▶ _TASK DETAILS_
Scan the listing below. Report each line that includes "document".
- - - -
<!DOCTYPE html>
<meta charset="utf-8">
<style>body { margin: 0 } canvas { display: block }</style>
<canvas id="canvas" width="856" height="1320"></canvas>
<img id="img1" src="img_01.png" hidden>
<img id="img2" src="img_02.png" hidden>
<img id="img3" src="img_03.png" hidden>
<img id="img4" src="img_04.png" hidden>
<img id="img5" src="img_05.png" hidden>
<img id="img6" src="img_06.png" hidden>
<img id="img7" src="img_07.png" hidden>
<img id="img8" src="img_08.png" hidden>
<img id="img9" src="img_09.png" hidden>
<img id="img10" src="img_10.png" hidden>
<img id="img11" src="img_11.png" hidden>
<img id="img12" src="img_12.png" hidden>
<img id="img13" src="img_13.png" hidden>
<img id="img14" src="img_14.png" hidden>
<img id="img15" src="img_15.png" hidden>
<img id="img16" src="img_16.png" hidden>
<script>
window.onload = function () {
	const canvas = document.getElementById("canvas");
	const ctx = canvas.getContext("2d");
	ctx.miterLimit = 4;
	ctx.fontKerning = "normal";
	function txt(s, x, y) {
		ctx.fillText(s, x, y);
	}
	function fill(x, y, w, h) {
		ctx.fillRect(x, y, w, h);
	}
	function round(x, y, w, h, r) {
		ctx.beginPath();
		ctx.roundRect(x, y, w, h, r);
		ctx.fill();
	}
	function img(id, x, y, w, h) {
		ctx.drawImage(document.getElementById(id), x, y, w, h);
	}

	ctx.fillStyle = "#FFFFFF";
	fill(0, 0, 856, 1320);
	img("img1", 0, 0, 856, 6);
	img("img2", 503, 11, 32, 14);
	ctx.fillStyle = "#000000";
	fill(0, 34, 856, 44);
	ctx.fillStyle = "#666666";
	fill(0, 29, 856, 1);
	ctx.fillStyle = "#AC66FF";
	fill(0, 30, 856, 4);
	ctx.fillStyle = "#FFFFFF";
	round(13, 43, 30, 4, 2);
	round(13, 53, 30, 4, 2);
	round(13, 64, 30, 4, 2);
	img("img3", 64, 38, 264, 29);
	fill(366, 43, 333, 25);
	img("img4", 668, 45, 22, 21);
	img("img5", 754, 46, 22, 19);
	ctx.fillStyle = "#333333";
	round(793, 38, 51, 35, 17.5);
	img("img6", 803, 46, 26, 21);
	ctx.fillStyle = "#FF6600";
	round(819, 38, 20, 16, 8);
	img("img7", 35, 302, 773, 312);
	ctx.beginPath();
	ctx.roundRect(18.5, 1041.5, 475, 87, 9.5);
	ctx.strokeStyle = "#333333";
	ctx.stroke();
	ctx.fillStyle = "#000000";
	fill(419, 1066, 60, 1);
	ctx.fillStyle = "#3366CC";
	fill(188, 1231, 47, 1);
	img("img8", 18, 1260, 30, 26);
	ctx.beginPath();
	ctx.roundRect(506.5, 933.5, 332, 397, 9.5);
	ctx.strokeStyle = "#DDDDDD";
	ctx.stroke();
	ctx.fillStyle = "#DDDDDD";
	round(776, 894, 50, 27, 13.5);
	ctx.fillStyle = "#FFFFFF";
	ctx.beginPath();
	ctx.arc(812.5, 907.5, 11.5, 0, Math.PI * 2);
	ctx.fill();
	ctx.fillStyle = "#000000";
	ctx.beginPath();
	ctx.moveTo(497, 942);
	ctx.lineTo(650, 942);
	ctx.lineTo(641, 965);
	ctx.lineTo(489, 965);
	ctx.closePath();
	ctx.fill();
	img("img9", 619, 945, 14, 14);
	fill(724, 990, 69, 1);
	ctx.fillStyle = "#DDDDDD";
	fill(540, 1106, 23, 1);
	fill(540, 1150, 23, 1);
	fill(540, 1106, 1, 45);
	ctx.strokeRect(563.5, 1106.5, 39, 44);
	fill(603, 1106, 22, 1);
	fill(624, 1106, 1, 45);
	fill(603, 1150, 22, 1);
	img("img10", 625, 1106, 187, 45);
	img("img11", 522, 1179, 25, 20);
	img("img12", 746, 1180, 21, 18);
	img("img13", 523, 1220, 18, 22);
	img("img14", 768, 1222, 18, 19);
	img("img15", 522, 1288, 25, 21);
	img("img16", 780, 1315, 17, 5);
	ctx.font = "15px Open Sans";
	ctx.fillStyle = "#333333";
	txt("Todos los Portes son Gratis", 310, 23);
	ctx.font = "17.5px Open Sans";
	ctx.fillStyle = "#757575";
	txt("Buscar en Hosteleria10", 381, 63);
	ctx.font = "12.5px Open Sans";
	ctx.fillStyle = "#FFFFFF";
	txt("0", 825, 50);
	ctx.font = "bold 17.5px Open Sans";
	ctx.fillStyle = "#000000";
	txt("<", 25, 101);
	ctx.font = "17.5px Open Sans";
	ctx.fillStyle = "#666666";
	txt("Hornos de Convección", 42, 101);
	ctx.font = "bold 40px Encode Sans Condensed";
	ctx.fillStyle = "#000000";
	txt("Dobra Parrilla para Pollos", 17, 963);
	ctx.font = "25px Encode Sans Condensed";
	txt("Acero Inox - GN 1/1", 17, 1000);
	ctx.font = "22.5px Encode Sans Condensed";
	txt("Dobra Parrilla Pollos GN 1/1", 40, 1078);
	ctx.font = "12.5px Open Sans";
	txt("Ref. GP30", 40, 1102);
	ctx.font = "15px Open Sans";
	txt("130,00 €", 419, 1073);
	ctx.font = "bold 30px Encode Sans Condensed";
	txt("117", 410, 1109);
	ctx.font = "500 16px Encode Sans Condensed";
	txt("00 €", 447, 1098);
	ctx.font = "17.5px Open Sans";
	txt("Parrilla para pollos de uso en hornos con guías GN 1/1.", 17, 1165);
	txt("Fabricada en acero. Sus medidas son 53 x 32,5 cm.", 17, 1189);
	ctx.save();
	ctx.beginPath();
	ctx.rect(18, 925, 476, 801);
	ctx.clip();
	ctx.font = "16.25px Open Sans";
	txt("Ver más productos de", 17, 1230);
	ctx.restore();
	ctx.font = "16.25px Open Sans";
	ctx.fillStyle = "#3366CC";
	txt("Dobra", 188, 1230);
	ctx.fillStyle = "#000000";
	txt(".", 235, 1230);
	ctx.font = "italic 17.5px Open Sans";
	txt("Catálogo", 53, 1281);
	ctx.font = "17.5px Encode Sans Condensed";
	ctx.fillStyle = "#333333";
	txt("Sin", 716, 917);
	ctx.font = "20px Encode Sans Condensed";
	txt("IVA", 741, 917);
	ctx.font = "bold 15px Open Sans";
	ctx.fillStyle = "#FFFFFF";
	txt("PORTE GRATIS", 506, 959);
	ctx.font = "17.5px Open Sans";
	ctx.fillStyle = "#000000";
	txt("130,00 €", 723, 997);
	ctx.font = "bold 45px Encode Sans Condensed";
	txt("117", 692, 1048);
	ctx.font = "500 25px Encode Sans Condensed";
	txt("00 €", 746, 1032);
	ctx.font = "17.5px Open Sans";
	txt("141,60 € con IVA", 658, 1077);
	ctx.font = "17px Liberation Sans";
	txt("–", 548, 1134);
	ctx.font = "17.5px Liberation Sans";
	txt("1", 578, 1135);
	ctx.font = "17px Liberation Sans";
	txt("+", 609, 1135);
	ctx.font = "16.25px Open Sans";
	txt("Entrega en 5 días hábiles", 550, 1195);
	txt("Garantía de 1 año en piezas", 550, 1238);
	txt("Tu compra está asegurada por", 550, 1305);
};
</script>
- - - -
▶ _THE ANSWER_
	const canvas = document.getElementById("canvas");
		ctx.drawImage(document.getElementById(id), x, y, w, h);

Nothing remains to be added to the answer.